**Study material**:
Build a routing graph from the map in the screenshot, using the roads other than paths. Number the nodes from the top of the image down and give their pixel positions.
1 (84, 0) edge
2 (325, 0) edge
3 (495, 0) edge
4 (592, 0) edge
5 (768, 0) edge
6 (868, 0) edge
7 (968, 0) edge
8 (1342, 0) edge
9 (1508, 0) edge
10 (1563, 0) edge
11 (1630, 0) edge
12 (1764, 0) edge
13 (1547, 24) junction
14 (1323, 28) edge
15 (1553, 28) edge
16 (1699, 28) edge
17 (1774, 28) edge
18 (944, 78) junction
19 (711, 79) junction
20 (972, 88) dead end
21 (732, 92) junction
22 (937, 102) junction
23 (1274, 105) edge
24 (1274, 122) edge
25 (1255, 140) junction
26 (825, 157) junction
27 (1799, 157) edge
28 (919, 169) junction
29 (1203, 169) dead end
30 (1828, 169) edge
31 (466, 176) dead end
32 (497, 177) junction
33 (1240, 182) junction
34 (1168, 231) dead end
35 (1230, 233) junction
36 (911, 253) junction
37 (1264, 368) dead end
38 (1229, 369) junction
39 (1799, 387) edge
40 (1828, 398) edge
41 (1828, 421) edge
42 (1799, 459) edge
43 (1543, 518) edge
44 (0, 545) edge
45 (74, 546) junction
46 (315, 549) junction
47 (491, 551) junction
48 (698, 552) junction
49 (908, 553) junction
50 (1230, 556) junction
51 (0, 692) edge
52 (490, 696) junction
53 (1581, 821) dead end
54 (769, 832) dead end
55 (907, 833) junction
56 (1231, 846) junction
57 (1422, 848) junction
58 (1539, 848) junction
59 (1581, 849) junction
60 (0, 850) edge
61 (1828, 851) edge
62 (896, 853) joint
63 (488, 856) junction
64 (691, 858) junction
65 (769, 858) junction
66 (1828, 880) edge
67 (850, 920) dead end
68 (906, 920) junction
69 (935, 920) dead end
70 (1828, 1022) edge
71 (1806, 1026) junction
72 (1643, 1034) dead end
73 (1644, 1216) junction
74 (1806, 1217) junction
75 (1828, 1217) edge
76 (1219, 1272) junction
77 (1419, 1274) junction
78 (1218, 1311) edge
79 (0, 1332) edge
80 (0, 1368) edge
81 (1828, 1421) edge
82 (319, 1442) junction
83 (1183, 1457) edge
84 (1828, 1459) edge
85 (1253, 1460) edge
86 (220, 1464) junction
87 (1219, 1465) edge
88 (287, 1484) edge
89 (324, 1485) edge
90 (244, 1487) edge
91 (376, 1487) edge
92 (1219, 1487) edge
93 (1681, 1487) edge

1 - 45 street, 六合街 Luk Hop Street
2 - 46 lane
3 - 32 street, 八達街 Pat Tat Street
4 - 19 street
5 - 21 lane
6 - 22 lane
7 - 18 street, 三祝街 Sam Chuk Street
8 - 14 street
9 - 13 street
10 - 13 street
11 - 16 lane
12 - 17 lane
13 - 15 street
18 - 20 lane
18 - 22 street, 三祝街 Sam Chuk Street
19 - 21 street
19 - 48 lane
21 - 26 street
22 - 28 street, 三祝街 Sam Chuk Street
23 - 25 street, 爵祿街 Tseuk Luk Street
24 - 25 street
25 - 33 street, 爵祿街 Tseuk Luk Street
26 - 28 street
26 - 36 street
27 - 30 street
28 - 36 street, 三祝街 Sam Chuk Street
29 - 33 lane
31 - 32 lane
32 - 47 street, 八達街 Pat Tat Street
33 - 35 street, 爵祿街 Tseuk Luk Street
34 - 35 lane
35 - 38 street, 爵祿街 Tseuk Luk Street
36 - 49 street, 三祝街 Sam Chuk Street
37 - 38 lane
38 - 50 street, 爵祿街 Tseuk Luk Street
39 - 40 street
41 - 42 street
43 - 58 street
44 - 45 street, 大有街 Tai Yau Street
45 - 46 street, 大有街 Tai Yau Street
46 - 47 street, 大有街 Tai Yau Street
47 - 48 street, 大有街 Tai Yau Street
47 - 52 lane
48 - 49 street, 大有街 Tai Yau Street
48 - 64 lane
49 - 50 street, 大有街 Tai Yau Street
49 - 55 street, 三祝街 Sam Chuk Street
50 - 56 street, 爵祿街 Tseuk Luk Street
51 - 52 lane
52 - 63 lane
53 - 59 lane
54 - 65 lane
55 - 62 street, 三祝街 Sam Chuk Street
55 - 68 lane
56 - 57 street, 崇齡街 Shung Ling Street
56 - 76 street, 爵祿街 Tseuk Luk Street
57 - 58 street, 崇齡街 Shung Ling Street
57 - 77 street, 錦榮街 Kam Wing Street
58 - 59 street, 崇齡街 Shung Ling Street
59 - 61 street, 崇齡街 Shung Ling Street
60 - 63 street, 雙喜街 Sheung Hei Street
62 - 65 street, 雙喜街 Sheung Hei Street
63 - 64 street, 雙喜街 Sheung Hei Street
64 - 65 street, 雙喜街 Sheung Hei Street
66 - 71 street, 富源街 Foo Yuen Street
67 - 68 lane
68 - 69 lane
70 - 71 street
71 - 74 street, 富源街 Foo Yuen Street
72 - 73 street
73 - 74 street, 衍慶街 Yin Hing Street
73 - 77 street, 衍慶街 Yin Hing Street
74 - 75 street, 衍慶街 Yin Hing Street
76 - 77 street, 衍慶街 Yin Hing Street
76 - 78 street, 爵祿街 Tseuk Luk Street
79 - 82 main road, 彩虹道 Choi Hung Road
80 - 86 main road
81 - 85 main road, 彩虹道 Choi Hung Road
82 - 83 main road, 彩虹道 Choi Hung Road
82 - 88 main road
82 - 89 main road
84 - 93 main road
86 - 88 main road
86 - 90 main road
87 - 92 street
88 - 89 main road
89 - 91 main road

**Your assignment**:
Retype all of the records above, word for word.

**Answer box**:
Build a routing graph from the map in the screenshot, using the roads other than paths. Number the nodes from the top of the image down and give their pixel positions.
1 (84, 0) edge
2 (325, 0) edge
3 (495, 0) edge
4 (592, 0) edge
5 (768, 0) edge
6 (868, 0) edge
7 (968, 0) edge
8 (1342, 0) edge
9 (1508, 0) edge
10 (1563, 0) edge
11 (1630, 0) edge
12 (1764, 0) edge
13 (1547, 24) junction
14 (1323, 28) edge
15 (1553, 28) edge
16 (1699, 28) edge
17 (1774, 28) edge
18 (944, 78) junction
19 (711, 79) junction
20 (972, 88) dead end
21 (732, 92) junction
22 (937, 102) junction
23 (1274, 105) edge
24 (1274, 122) edge
25 (1255, 140) junction
26 (825, 157) junction
27 (1799, 157) edge
28 (919, 169) junction
29 (1203, 169) dead end
30 (1828, 169) edge
31 (466, 176) dead end
32 (497, 177) junction
33 (1240, 182) junction
34 (1168, 231) dead end
35 (1230, 233) junction
36 (911, 253) junction
37 (1264, 368) dead end
38 (1229, 369) junction
39 (1799, 387) edge
40 (1828, 398) edge
41 (1828, 421) edge
42 (1799, 459) edge
43 (1543, 518) edge
44 (0, 545) edge
45 (74, 546) junction
46 (315, 549) junction
47 (491, 551) junction
48 (698, 552) junction
49 (908, 553) junction
50 (1230, 556) junction
51 (0, 692) edge
52 (490, 696) junction
53 (1581, 821) dead end
54 (769, 832) dead end
55 (907, 833) junction
56 (1231, 846) junction
57 (1422, 848) junction
58 (1539, 848) junction
59 (1581, 849) junction
60 (0, 850) edge
61 (1828, 851) edge
62 (896, 853) joint
63 (488, 856) junction
64 (691, 858) junction
65 (769, 858) junction
66 (1828, 880) edge
67 (850, 920) dead end
68 (906, 920) junction
69 (935, 920) dead end
70 (1828, 1022) edge
71 (1806, 1026) junction
72 (1643, 1034) dead end
73 (1644, 1216) junction
74 (1806, 1217) junction
75 (1828, 1217) edge
76 (1219, 1272) junction
77 (1419, 1274) junction
78 (1218, 1311) edge
79 (0, 1332) edge
80 (0, 1368) edge
81 (1828, 1421) edge
82 (319, 1442) junction
83 (1183, 1457) edge
84 (1828, 1459) edge
85 (1253, 1460) edge
86 (220, 1464) junction
87 (1219, 1465) edge
88 (287, 1484) edge
89 (324, 1485) edge
90 (244, 1487) edge
91 (376, 1487) edge
92 (1219, 1487) edge
93 (1681, 1487) edge

1 - 45 street, 六合街 Luk Hop Street
2 - 46 lane
3 - 32 street, 八達街 Pat Tat Street
4 - 19 street
5 - 21 lane
6 - 22 lane
7 - 18 street, 三祝街 Sam Chuk Street
8 - 14 street
9 - 13 street
10 - 13 street
11 - 16 lane
12 - 17 lane
13 - 15 street
18 - 20 lane
18 - 22 street, 三祝街 Sam Chuk Street
19 - 21 street
19 - 48 lane
21 - 26 street
22 - 28 street, 三祝街 Sam Chuk Street
23 - 25 street, 爵祿街 Tseuk Luk Street
24 - 25 street
25 - 33 street, 爵祿街 Tseuk Luk Street
26 - 28 street
26 - 36 street
27 - 30 street
28 - 36 street, 三祝街 Sam Chuk Street
29 - 33 lane
31 - 32 lane
32 - 47 street, 八達街 Pat Tat Street
33 - 35 street, 爵祿街 Tseuk Luk Street
34 - 35 lane
35 - 38 street, 爵祿街 Tseuk Luk Street
36 - 49 street, 三祝街 Sam Chuk Street
37 - 38 lane
38 - 50 street, 爵祿街 Tseuk Luk Street
39 - 40 street
41 - 42 street
43 - 58 street
44 - 45 street, 大有街 Tai Yau Street
45 - 46 street, 大有街 Tai Yau Street
46 - 47 street, 大有街 Tai Yau Street
47 - 48 street, 大有街 Tai Yau Street
47 - 52 lane
48 - 49 street, 大有街 Tai Yau Street
48 - 64 lane
49 - 50 street, 大有街 Tai Yau Street
49 - 55 street, 三祝街 Sam Chuk Street
50 - 56 street, 爵祿街 Tseuk Luk Street
51 - 52 lane
52 - 63 lane
53 - 59 lane
54 - 65 lane
55 - 62 street, 三祝街 Sam Chuk Street
55 - 68 lane
56 - 57 street, 崇齡街 Shung Ling Street
56 - 76 street, 爵祿街 Tseuk Luk Street
57 - 58 street, 崇齡街 Shung Ling Street
57 - 77 street, 錦榮街 Kam Wing Street
58 - 59 street, 崇齡街 Shung Ling Street
59 - 61 street, 崇齡街 Shung Ling Street
60 - 63 street, 雙喜街 Sheung Hei Street
62 - 65 street, 雙喜街 Sheung Hei Street
63 - 64 street, 雙喜街 Sheung Hei Street
64 - 65 street, 雙喜街 Sheung Hei Street
66 - 71 street, 富源街 Foo Yuen Street
67 - 68 lane
68 - 69 lane
70 - 71 street
71 - 74 street, 富源街 Foo Yuen Street
72 - 73 street
73 - 74 street, 衍慶街 Yin Hing Street
73 - 77 street, 衍慶街 Yin Hing Street
74 - 75 street, 衍慶街 Yin Hing Street
76 - 77 street, 衍慶街 Yin Hing Street
76 - 78 street, 爵祿街 Tseuk Luk Street
79 - 82 main road, 彩虹道 Choi Hung Road
80 - 86 main road
81 - 85 main road, 彩虹道 Choi Hung Road
82 - 83 main road, 彩虹道 Choi Hung Road
82 - 88 main road
82 - 89 main road
84 - 93 main road
86 - 88 main road
86 - 90 main road
87 - 92 street
88 - 89 main road
89 - 91 main road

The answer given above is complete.